The Tower of London ghosts are certainly some of the most famous of the many British ghosts. Everybody knows the story at least one.
Some parts of the Tower of London date back over 900 years. Many of its buildings have been a place of imprisonment, torture or execution so it is little wonder that there should be so many ghosts. What is surprising however, is the sheer variety of spectres.
Anne Boleyn
Anne is one Tower ghost, of whose life and death one cannot read without being moved. It seems inconceivable that anyone could accuse one's own wife of such terrible crimes. The crimes of adultery, high treason and incest with her brother.

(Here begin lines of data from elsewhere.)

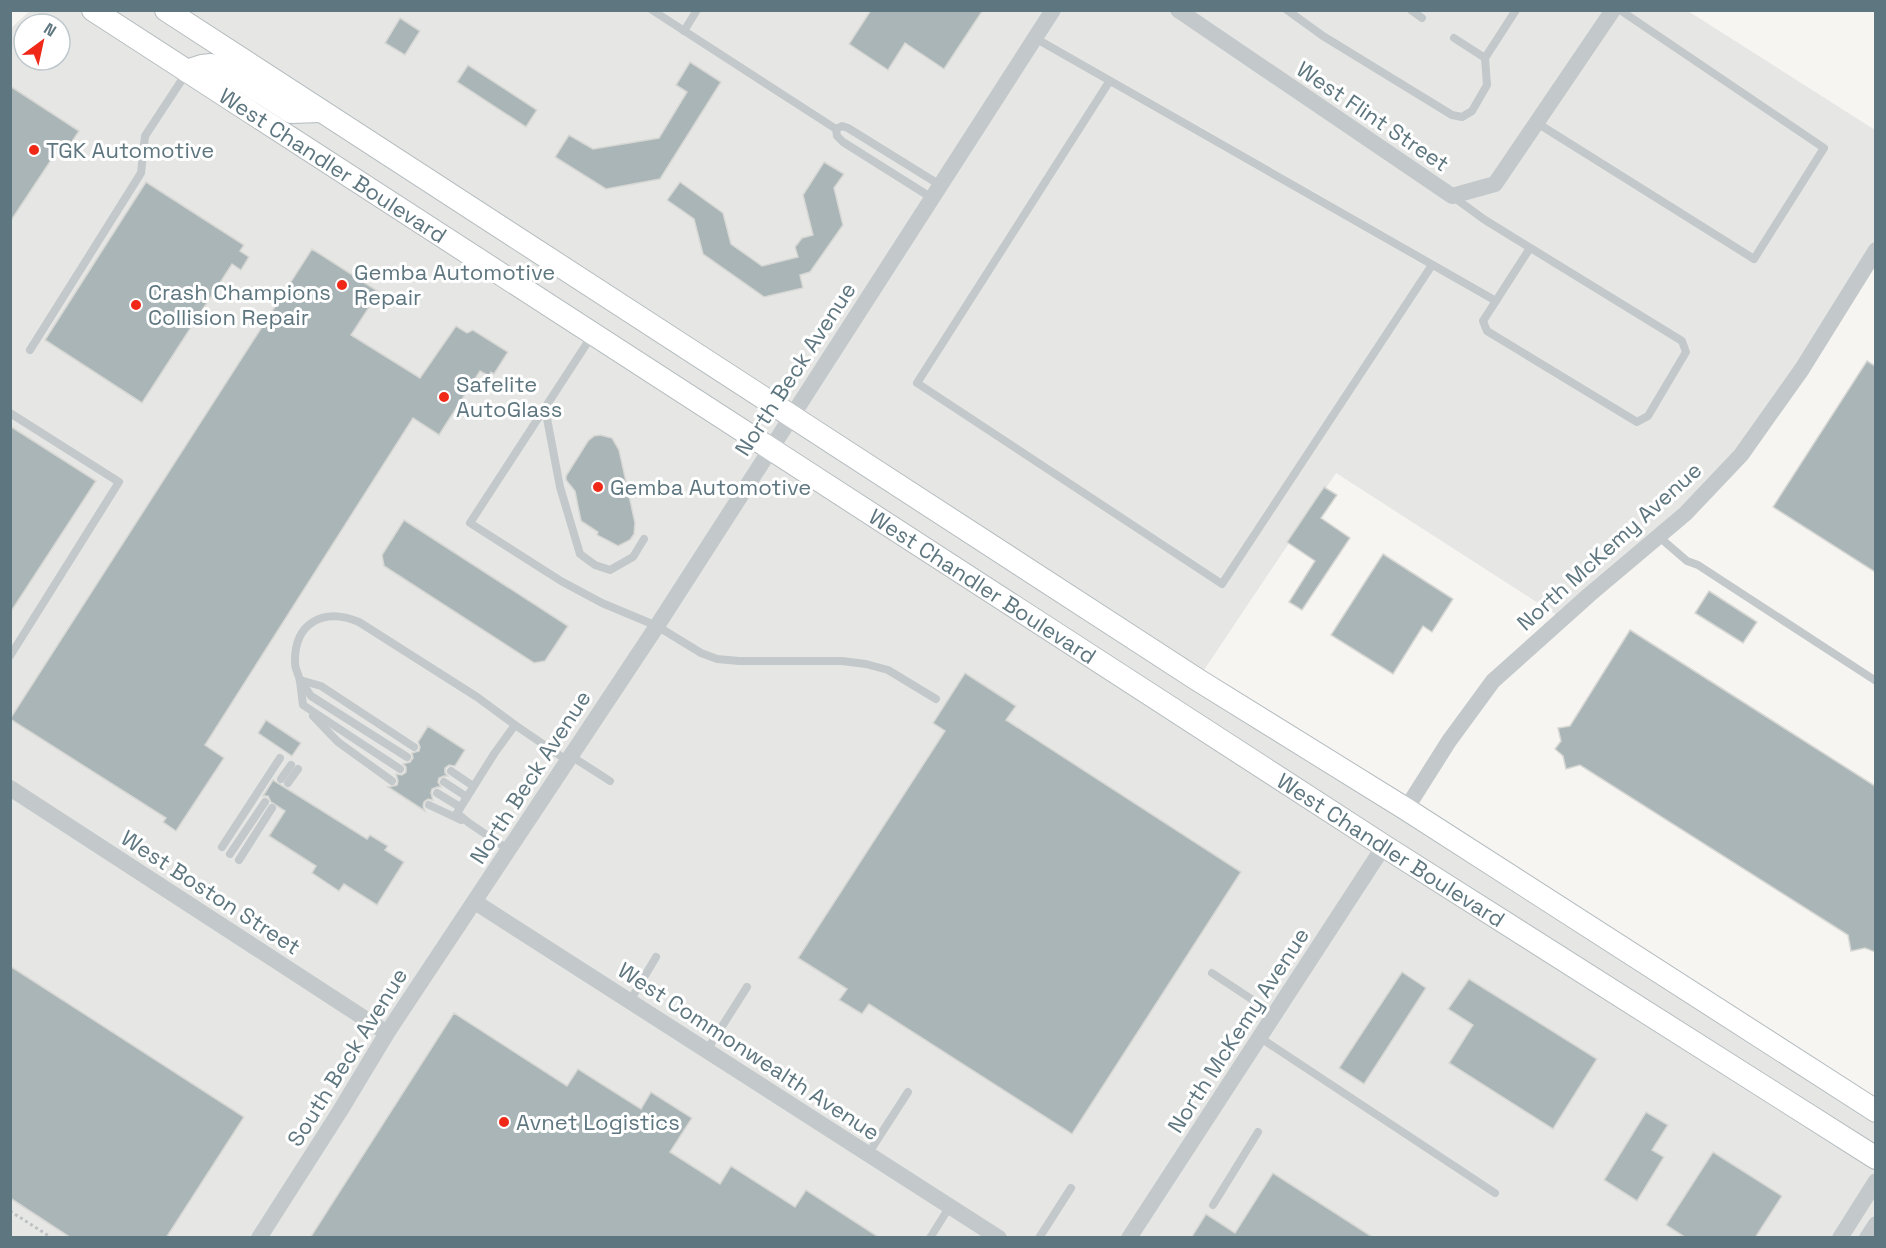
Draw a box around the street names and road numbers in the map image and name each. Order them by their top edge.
street label: West Flint Street [1291,55,1455,177]
street label: West Chandler Boulevard [214,82,452,249]
street label: North Beck Avenue [728,277,862,461]
street label: North McKemy Avenue [1511,456,1707,636]
street label: West Chandler Boulevard [864,502,1102,670]
street label: North Beck Avenue [463,685,597,869]
street label: West Chandler Boulevard [1272,766,1510,933]
street label: West Boston Street [116,824,306,960]
street label: North McKemy Avenue [1161,922,1315,1138]
street label: West Commonwealth Avenue [613,956,885,1146]
street label: South Beck Avenue [281,962,413,1152]

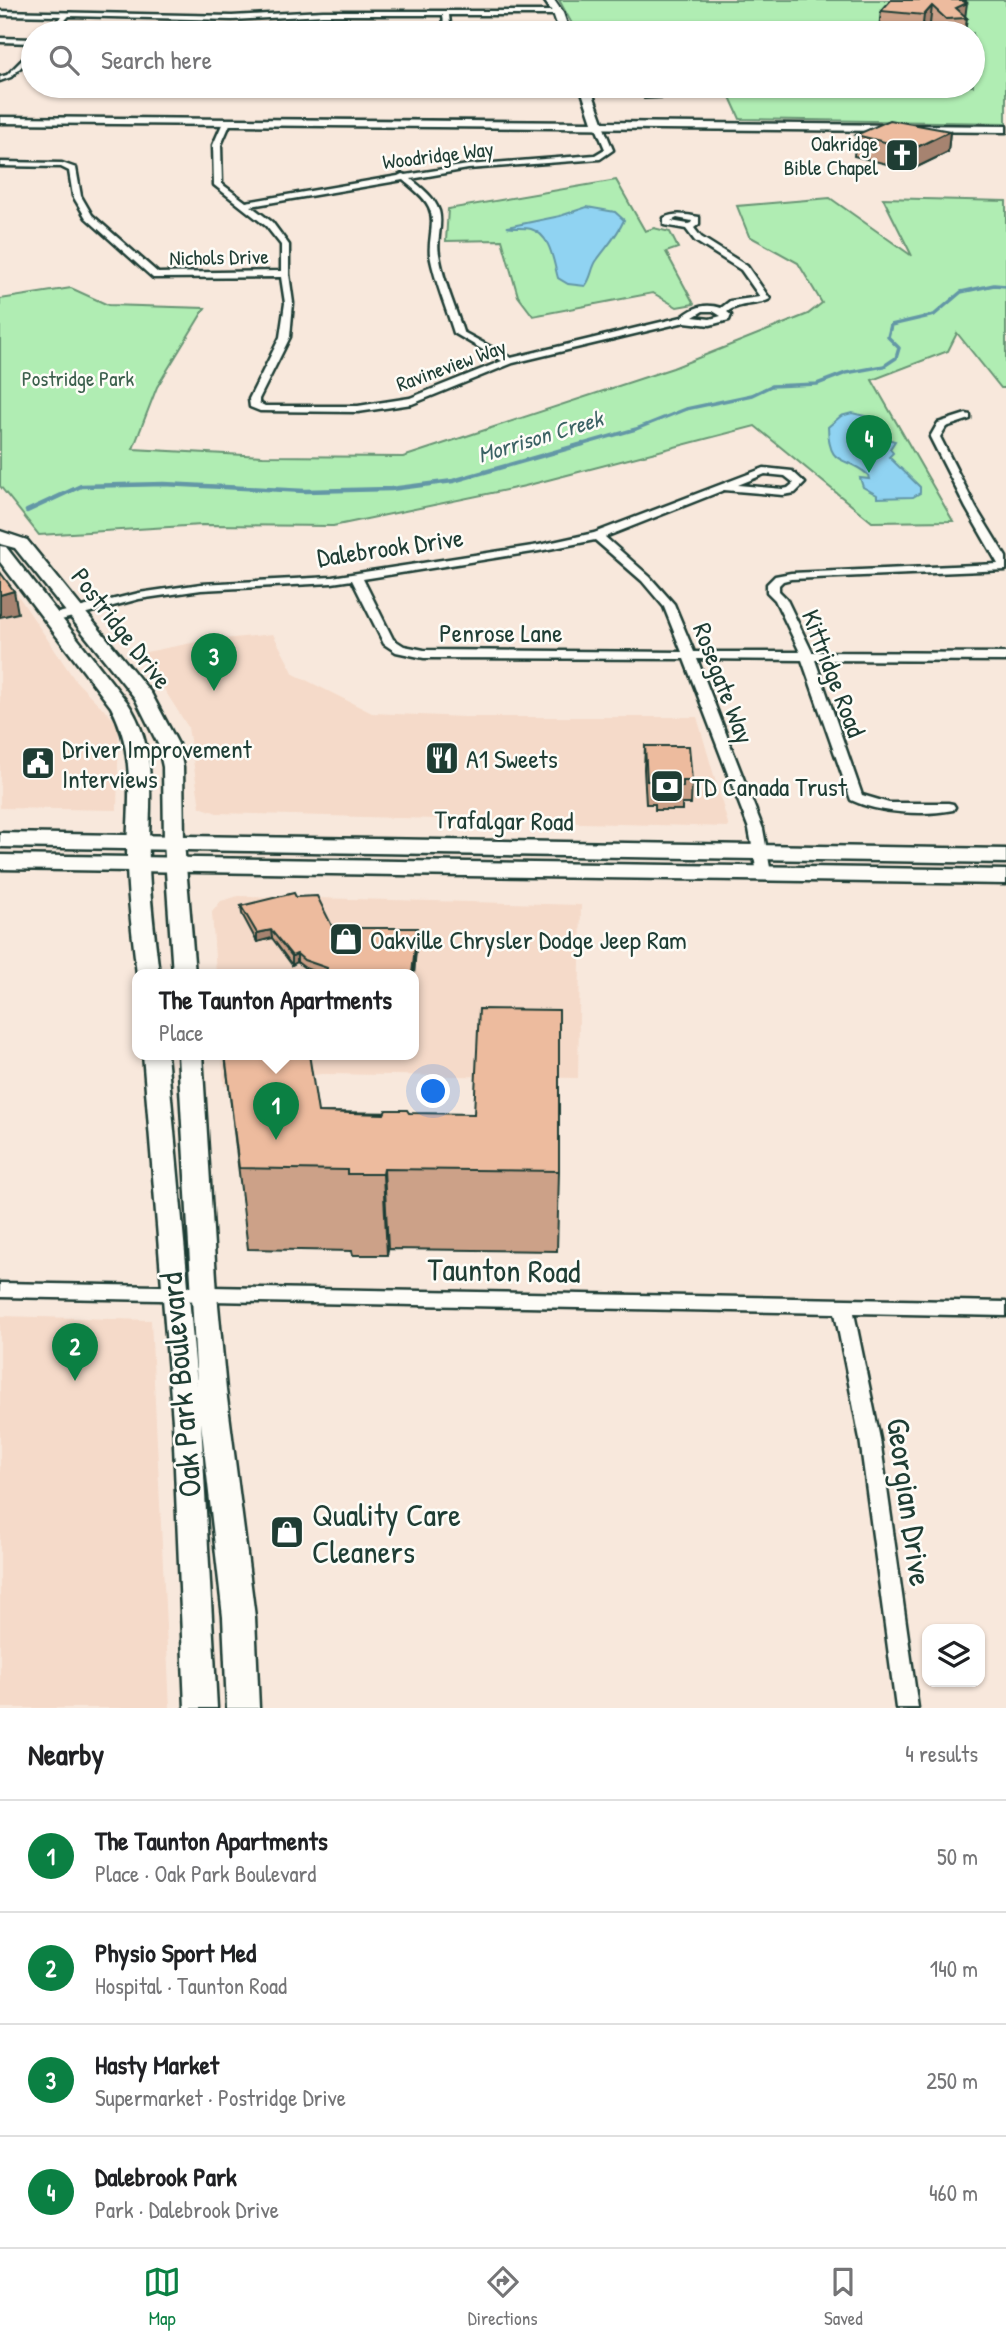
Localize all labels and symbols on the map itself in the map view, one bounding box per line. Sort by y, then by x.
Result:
place label: Oakridge Bible Chapel [784,129,878,182]
street label: Woodridge Way [381,134,495,176]
church icon: Oakridge Bible Chapel [883,136,921,174]
street label: Nichols Drive [169,242,269,272]
street label: Ravineview Way [392,332,510,398]
park label: Postridge Park [22,364,135,393]
water label: Morrison Creek [474,402,609,470]
pin: 4 [846,415,892,473]
street label: Dalebrook Drive [315,519,465,575]
street label: Postridge Drive [64,560,180,696]
street label: Kittridge Road [794,604,874,742]
street label: Penrose Lane [439,615,563,650]
street label: Rosegate Way [685,617,763,749]
pin: 3 [191,633,237,691]
place label: Driver Improvement Interviews [62,731,253,796]
restaurant icon: A1 Sweets [423,739,461,777]
place label: A1 Sweets [466,741,558,776]
public building icon: Driver Improvement Interviews [19,744,57,782]
bank icon: TD Canada Trust [648,767,686,805]
place label: TD Canada Trust [692,769,848,804]
street label: Trafalgar Road [434,801,574,839]
shop icon: Oakville Chrysler Dodge Jeep Ram [327,920,365,958]
place label: Oakville Chrysler Dodge Jeep Ram [370,922,687,957]
your location [416,1074,450,1108]
pin: 1 [253,1082,299,1140]
street label: Taunton Road [427,1247,581,1293]
street label: Oak Park Boulevard [149,1271,211,1499]
pin: 2 [52,1323,98,1381]
street label: Georgian Drive [877,1415,943,1589]
place label: Quality Care Cleaners [312,1493,461,1573]
shop icon: Quality Care Cleaners [268,1513,306,1551]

That her spirit seems to be unable to find peace and that Anne Boleyn's ghost has been seen both at the Tower where she met her death and at Hever Castle, where Henry courted her, is probably not too surprising.
Princes in the Tower
Perhaps the most pathetic of the Tower of London ghosts are the Princes in the Tower. Edward V, aged 12 and Richard Duke of York, aged 10 were imprisoned and probably smothered on the orders of Richard III. Their ghosts, sometimes holding hands, have been seen in various rooms in the Bloody Tower where they were incarcerated. In 1674, two small skeletons were found in a chest and given a Royal funeral. Recently, the bones were exhumed and forensically examined. Although the results were inconclusive, it was determined that the bones belonged to male children of the correct age.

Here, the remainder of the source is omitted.